:: Supplied material ::

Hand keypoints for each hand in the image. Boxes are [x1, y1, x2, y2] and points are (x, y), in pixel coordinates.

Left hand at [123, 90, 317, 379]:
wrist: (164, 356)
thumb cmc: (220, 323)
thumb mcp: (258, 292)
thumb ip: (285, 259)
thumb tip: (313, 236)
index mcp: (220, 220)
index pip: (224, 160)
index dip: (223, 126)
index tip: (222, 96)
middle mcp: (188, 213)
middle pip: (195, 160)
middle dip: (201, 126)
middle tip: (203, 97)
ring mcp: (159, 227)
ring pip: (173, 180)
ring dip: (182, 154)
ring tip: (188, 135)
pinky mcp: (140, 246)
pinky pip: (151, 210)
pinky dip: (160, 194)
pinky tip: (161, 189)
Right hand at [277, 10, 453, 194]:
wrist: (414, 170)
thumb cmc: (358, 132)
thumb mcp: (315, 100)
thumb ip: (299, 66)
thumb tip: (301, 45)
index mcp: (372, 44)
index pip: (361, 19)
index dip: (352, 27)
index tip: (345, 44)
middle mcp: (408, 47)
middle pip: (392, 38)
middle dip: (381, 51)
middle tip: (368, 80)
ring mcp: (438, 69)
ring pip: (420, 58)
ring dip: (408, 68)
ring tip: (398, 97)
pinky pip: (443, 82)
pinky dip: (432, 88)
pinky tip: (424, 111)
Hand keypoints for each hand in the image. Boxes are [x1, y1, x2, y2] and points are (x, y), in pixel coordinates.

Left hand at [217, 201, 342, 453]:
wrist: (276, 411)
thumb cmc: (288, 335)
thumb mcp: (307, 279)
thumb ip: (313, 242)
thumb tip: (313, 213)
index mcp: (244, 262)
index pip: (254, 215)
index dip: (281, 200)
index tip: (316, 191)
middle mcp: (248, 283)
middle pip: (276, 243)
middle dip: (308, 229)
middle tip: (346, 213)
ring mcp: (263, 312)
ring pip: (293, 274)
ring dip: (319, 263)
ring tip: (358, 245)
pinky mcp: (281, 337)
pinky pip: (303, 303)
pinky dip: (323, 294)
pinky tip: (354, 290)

--

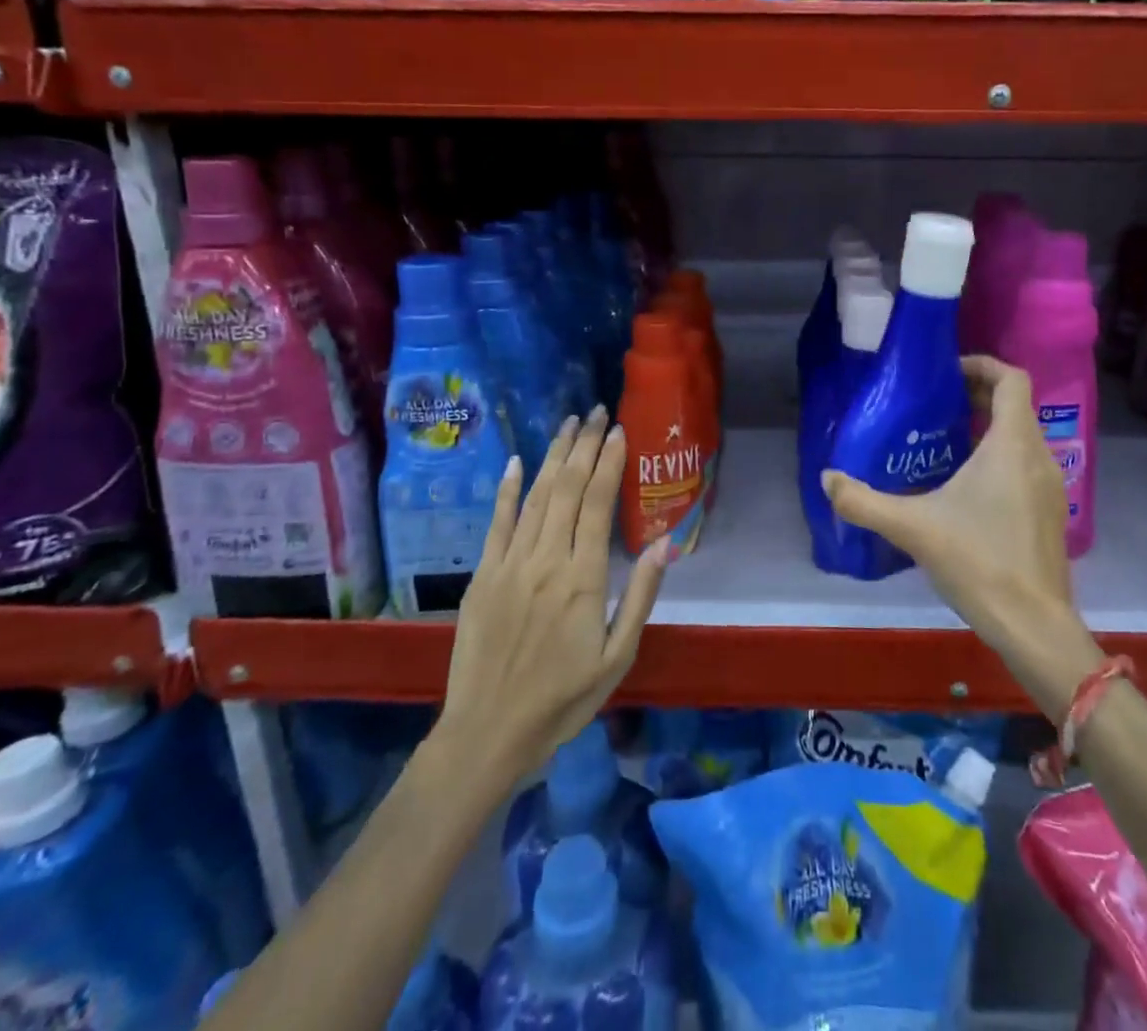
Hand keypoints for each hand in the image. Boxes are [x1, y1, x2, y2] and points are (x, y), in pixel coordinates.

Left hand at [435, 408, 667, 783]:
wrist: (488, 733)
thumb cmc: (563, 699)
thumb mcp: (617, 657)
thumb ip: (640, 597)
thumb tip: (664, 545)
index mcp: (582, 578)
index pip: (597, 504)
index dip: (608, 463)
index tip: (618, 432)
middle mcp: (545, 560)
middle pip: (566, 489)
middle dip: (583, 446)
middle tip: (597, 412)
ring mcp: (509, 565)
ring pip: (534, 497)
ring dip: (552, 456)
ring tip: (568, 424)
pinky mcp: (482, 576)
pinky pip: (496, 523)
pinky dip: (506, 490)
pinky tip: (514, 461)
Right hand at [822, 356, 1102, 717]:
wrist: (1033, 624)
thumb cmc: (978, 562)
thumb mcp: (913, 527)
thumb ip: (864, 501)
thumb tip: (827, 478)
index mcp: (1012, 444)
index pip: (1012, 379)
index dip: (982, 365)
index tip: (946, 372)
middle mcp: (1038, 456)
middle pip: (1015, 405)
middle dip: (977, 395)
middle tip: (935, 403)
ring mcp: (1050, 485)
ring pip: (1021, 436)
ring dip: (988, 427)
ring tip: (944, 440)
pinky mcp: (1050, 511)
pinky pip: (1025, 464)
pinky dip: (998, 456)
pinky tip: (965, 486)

:: Required action ::
Only the lines above starting at the line that holds "middle tip: (597, 412)" and ending at the line that holds "pinky tip: (965, 486)" are to be repeated, exactly and in full.

:: Written solution ::
middle tip: (597, 412)
ring mcp: (509, 565)
ring pip: (534, 497)
ring dip: (552, 456)
ring tip: (568, 424)
pinky mcp: (482, 576)
pinky pip: (496, 523)
pinky dip: (506, 490)
pinky tip: (514, 461)
Right hand at [822, 356, 1102, 717]:
wrist: (1033, 624)
thumb cmc: (978, 562)
thumb mcp: (913, 527)
thumb ip: (864, 501)
thumb tip: (827, 478)
index mcp: (1012, 444)
index pip: (1012, 379)
index dip: (982, 365)
index tip: (946, 372)
middle mcp: (1038, 456)
middle pip: (1015, 405)
middle dip: (977, 395)
middle tip: (935, 403)
ring mcp: (1050, 485)
ring pip: (1021, 436)
ring dip: (988, 427)
ring tip: (944, 440)
pinky mcp: (1050, 511)
pinky pip: (1025, 464)
pinky dip: (998, 456)
pinky tip: (965, 486)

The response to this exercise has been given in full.